ただし、その一方でユニークジョブは通常職に比べ、他のプレイヤーとの戦術の情報交換や研究ができない為、弱いという意見もある。
「本当に怖い人は倒してもいいの?」
ステラが怯えながら問う。
「ああ、見境無く倒しちまおうぜ!」
これは大会だ。勝てば勿論勝つという至極シンプルなルール。
ステラの職業は
一番期待している。
「……もうすぐ始まりますよ!」
カウントダウンを示すウィンドウが出てくる。
――カタッカタッと進んでいき……
『スタート!!』
気が付くとそこは、公式大会専用森林エリア呼ばれるフィールドに足を付けていた。
位置は――屋外。木や自然に囲まれた開放的な空間だった。
「早速……」
自分が現在広げられる最大範囲までグレイヴヤードを展開する。
参加プレイヤーは何百万人といる為、この周りにも何百と言う敵を表す点が表示されていた。が、殲滅することに変わりはない。
スペクターマップの練度が上がった為、シャドウコフィン内に居なくとも使えるようになり、敵の位置まで把握が可能になった。
更にリアニメイトの召喚範囲が広げたグレイヴヤードまでなら可能。更に魂を5つ使用することで上級アンデットの召喚が可能となり破格の性能と化した。
的確に上級アンデットを送り込み、この辺り一帯にいるプレイヤーを蹂躙して行くこと30分。
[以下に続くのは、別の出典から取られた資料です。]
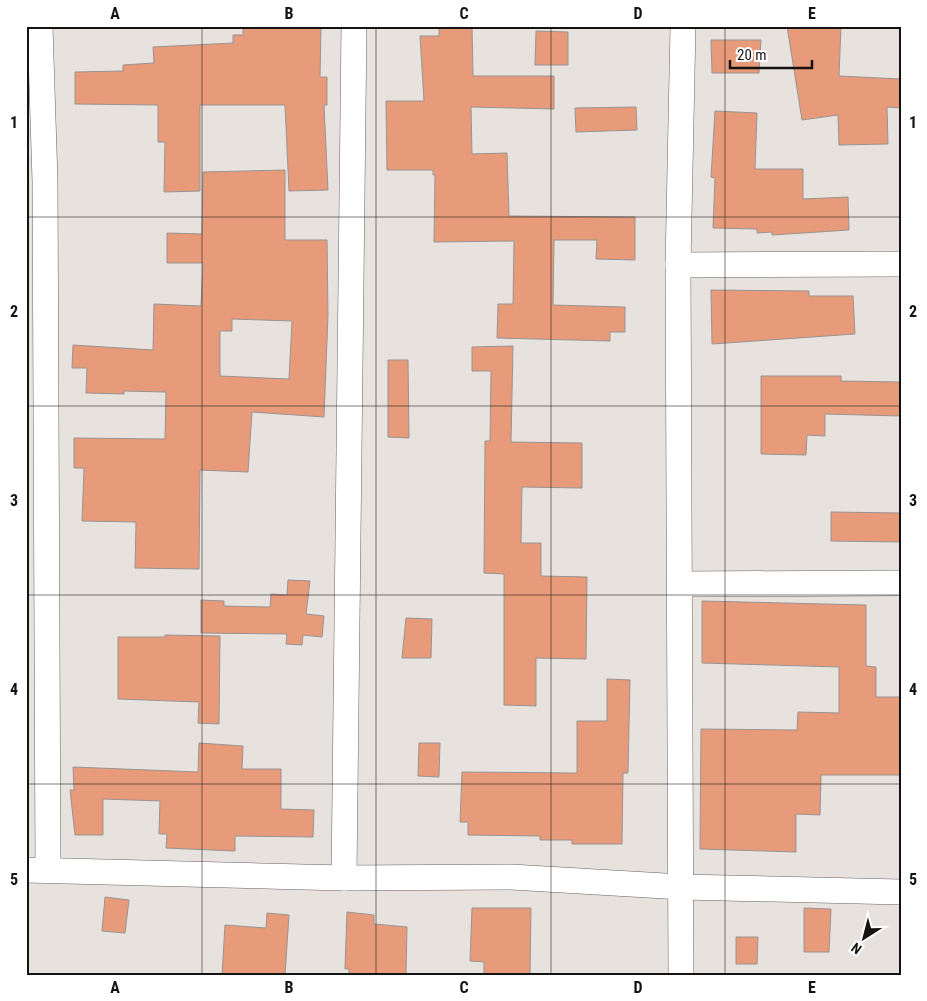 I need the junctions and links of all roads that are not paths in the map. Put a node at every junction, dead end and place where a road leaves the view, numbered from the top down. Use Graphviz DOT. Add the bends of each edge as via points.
graph roads {
  1 [pos="40,26"];
  2 [pos="354,26"];
  3 [pos="683,26"];
  4 [pos="901,264"];
  5 [pos="678,265"];
  6 [pos="901,583"];
  7 [pos="680,584"];
  8 [pos="37,869"];
  9 [pos="344,878"];
  10 [pos="682,887"];
  11 [pos="901,892"];
  12 [pos="681,975"];
  1 -- 8 [label="street" via="45,181"];
  2 -- 9 [label="street"];
  3 -- 5 [label="street"];
  4 -- 5 [label="street"];
  5 -- 7 [label="street"];
  6 -- 7 [label="street"];
  7 -- 10 [label="street"];
  8 -- 9 [label="street"];
  9 -- 10 [label="street" via="511,877"];
  10 -- 11 [label="street"];
  10 -- 12 [label="street"];
}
欠点と言えば、グレイヴヤード外に逃げられてしまえば、アンデットが追いかけて行かないことだ。そのため、低級アンデットで囲み、上級アンデットで潰す。と言う少々魂を喰う方法で確実にキル数を稼いで行った。
ふとキル順位を見る。
「キル数は658!? 現在キル順位は……それでも6位か」
暫定一位は、なんとあの時メルゼに敗北した魔砲使いの女性だった。既に千人を越えている。
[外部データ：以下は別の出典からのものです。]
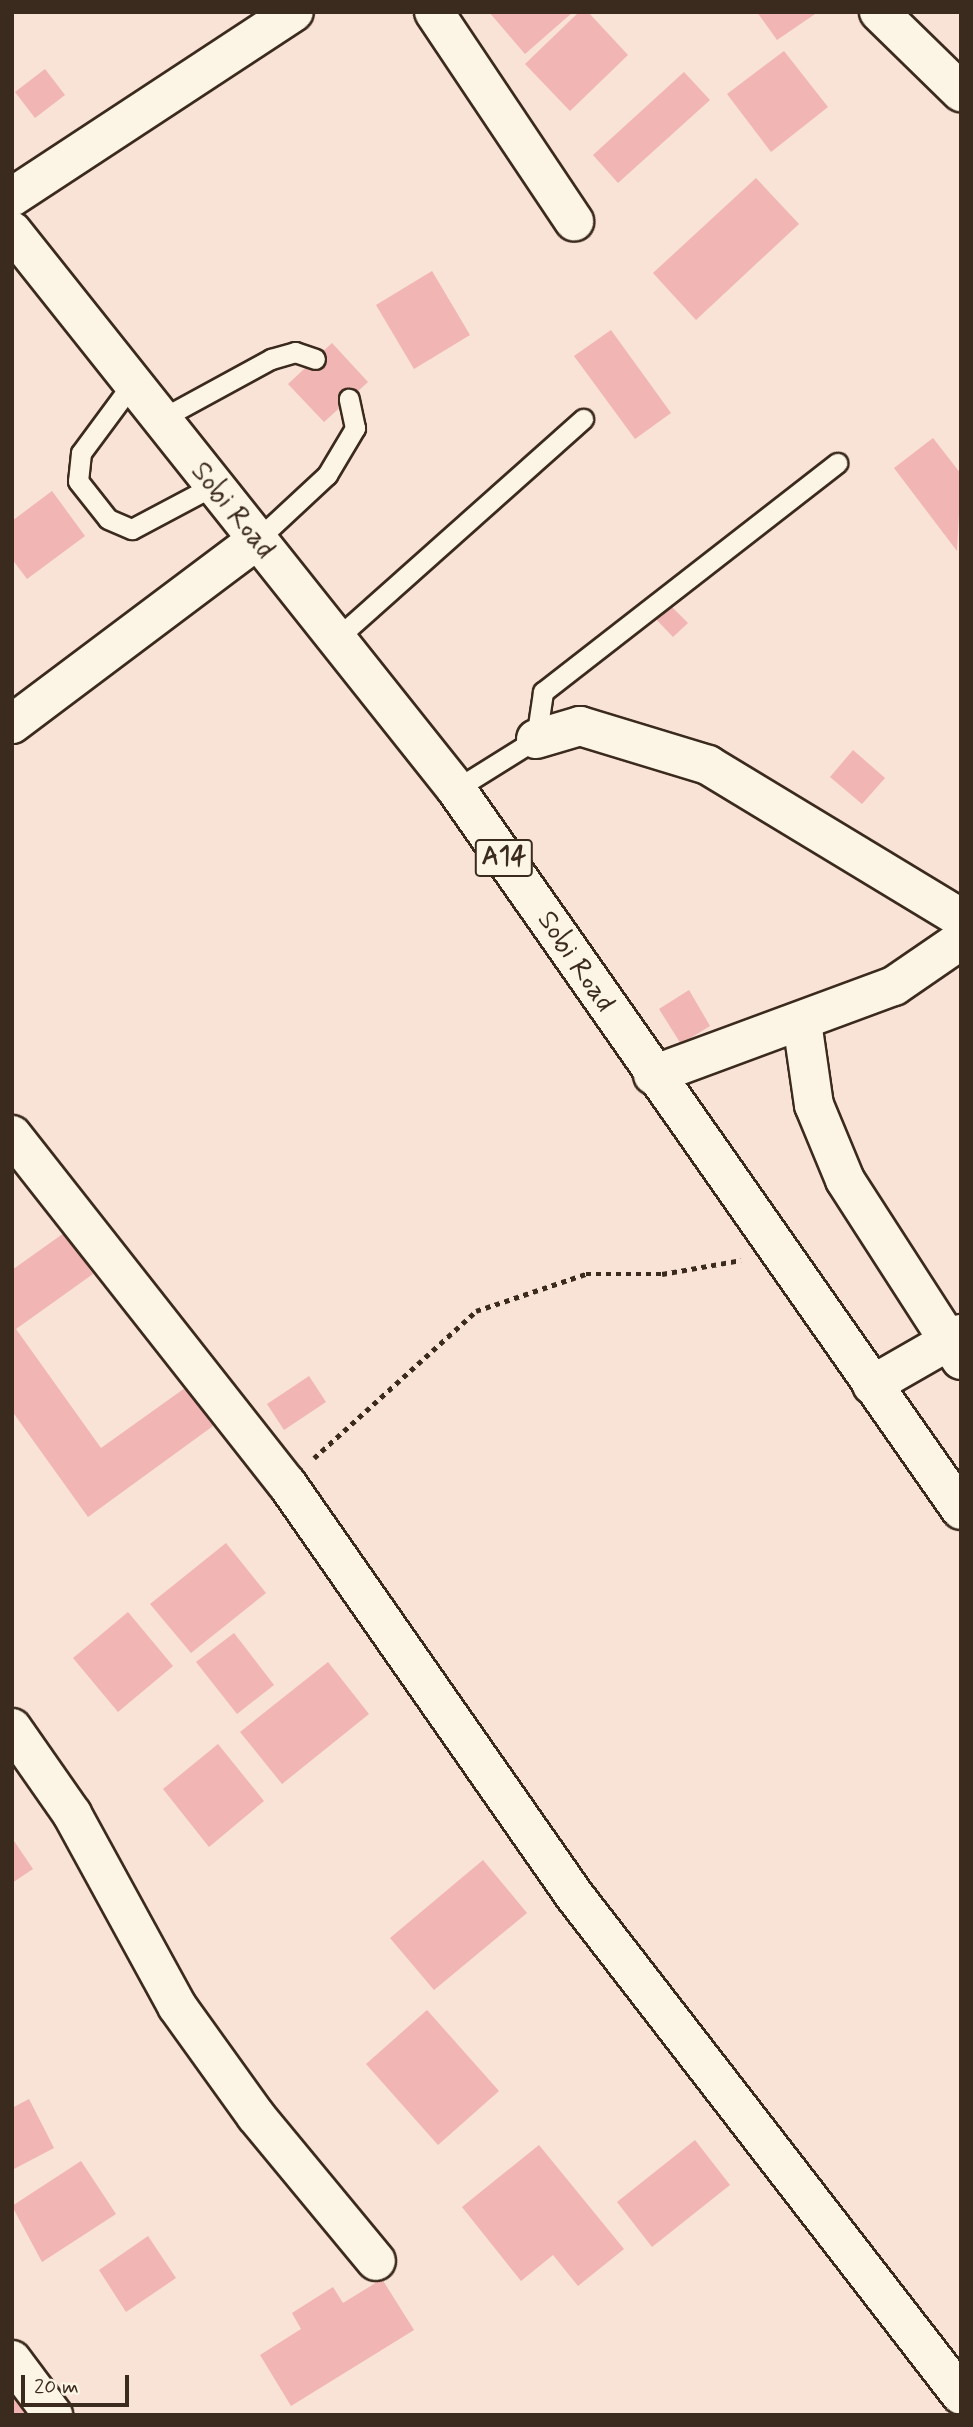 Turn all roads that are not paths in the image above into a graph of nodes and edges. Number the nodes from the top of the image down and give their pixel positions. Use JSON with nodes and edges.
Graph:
{"nodes":[{"id":1,"x":294,"y":12,"type":"edge"},
{"id":2,"x":434,"y":12,"type":"edge"},
{"id":3,"x":879,"y":12,"type":"edge"},
{"id":4,"x":961,"y":92,"type":"edge"},
{"id":5,"x":12,"y":197,"type":"edge"},
{"id":6,"x":574,"y":221,"type":"dead end"},
{"id":7,"x":12,"y":231,"type":"edge"},
{"id":8,"x":315,"y":359,"type":"dead end"},
{"id":9,"x":132,"y":384,"type":"junction"},
{"id":10,"x":349,"y":400,"type":"dead end"},
{"id":11,"x":583,"y":419,"type":"dead end"},
{"id":12,"x":159,"y":420,"type":"junction"},
{"id":13,"x":837,"y":463,"type":"dead end"},
{"id":14,"x":213,"y":486,"type":"junction"},
{"id":15,"x":257,"y":540,"type":"junction"},
{"id":16,"x":336,"y":639,"type":"junction"},
{"id":17,"x":12,"y":724,"type":"edge"},
{"id":18,"x":536,"y":739,"type":"junction"},
{"id":19,"x":456,"y":789,"type":"junction"},
{"id":20,"x":961,"y":918,"type":"edge"},
{"id":21,"x":961,"y":940,"type":"edge"},
{"id":22,"x":802,"y":1022,"type":"junction"},
{"id":23,"x":653,"y":1075,"type":"junction"},
{"id":24,"x":12,"y":1135,"type":"edge"},
{"id":25,"x":956,"y":1345,"type":"edge"},
{"id":26,"x":872,"y":1385,"type":"junction"},
{"id":27,"x":961,"y":1510,"type":"edge"},
{"id":28,"x":12,"y":1728,"type":"edge"},
{"id":29,"x":376,"y":2261,"type":"dead end"},
{"id":30,"x":12,"y":2360,"type":"edge"},
{"id":31,"x":961,"y":2395,"type":"edge"},
{"id":32,"x":52,"y":2415,"type":"edge"}],
"edges":[{"from":1,"to":5,"type":"main road"},
{"from":2,"to":6,"type":"main road"},
{"from":3,"to":4,"type":"main road"},
{"from":7,"to":9,"type":"main road","name":"Sobi Road","number":"A14"},
{"from":8,"to":12,"type":"lane"},
{"from":9,"to":12,"type":"main road","name":"Sobi Road","number":"A14"},
{"from":9,"to":14,"type":"lane"},
{"from":10,"to":15,"type":"lane"},
{"from":11,"to":16,"type":"lane"},
{"from":12,"to":14,"type":"main road","name":"Sobi Road","number":"A14"},
{"from":13,"to":18,"type":"lane"},
{"from":14,"to":15,"type":"main road","name":"Sobi Road","number":"A14"},
{"from":15,"to":16,"type":"main road","name":"Sobi Road","number":"A14"},
{"from":15,"to":17,"type":"main road"},
{"from":16,"to":19,"type":"main road","name":"Sobi Road","number":"A14"},
{"from":18,"to":19,"type":"lane"},
{"from":18,"to":20,"type":"main road"},
{"from":19,"to":23,"type":"main road","name":"Sobi Road","number":"A14"},
{"from":21,"to":22,"type":"main road"},
{"from":22,"to":23,"type":"main road"},
{"from":22,"to":25,"type":"main road"},
{"from":23,"to":26,"type":"main road","name":"Sobi Road","number":"A14"},
{"from":24,"to":31,"type":"main road"},
{"from":25,"to":26,"type":"main road"},
{"from":26,"to":27,"type":"main road","name":"Sobi Road","number":"A14"},
{"from":28,"to":29,"type":"main road"},
{"from":30,"to":32,"type":"main road"}]}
因みに二位がステラとなっている。相当別のエリアで暴れているらしい。
ただし、キル数では無く最後まで生き残った者の勝利となる為、そこまで必要な数値だとは言い難い。
生き残ったアンデット達を集めてから森を出る。
するとフィールド名が平原エリアへと変わる。平原らしく、見通しの良いエリアとなっている。
このエリアでも、スペクターマップ上に現れた相手を近付かせることも無く、軽々と上級アンデットが倒していく。もう居ないと判断すれば、別のエリアにアンデットの大軍を引き連れて向かう。その中には変異種も混じっていたが、ミントやメルゼの様な会話が成立するような知性は持ち合わせていなかった。
あの二人はかなり珍しい変異種の中でも更に珍しい類である事が分かった。
その後は、万事を期してシャドウコフィンの中に入りアンデットに運んでもらう。こうなると外の様子は分からなくなるが、とにかく生き残ればいいのでつべこべ言っていられない。
自分で言うのもアレだが、これは動き攻撃する不滅の要塞。このまま籠城さえしていれば負ける未来が見えなかった。魂の総数にも現状かなり余裕がある。
相手がグレイヴヤード外から攻撃出来て、尚且つ長射程の超威力攻撃でも持ってない無い限りは死にはしない。
――筈だ。
だが、どうしてか周りにいるアンデットを示すアイコンがポツポツと消えている。スペクターマップ上には記されてない何者かが、攻撃しているとしか考えられなかった。
「対象をグレイヴヤード内に入れる! 攻撃されている方向へ進めッ!」
そう指示を出すと、一斉に東に向かって動き出した。
幾つかのプレイヤー反応を確認しては、そこに上級アンデットを何体か送り込み倒す。だが、それでも周囲にいるアンデットらは何者かの攻撃によって消えていくばかりだった。
俺は考えを改め、攻撃を行っている前方を覆うようにアンデットの壁を作り出す。非常にリスキーだが、こうでもしない限り正体不明の長射程の前にひれ伏すだけとなってしまう――行動が必要だった。
「よし。準備は整った」
アンデットとシャドウコフィンを盾にして、俺は外に出る。度々補充もしたし、敵の位置も把握した。
猛攻の正体は青白い魔法攻撃。即ち、MPに極振りした最初のプレイヤーが手に入ることが出来るユニークジョブであり、過去に一戦交わしたことのある――魔砲使いの攻撃であると判明した。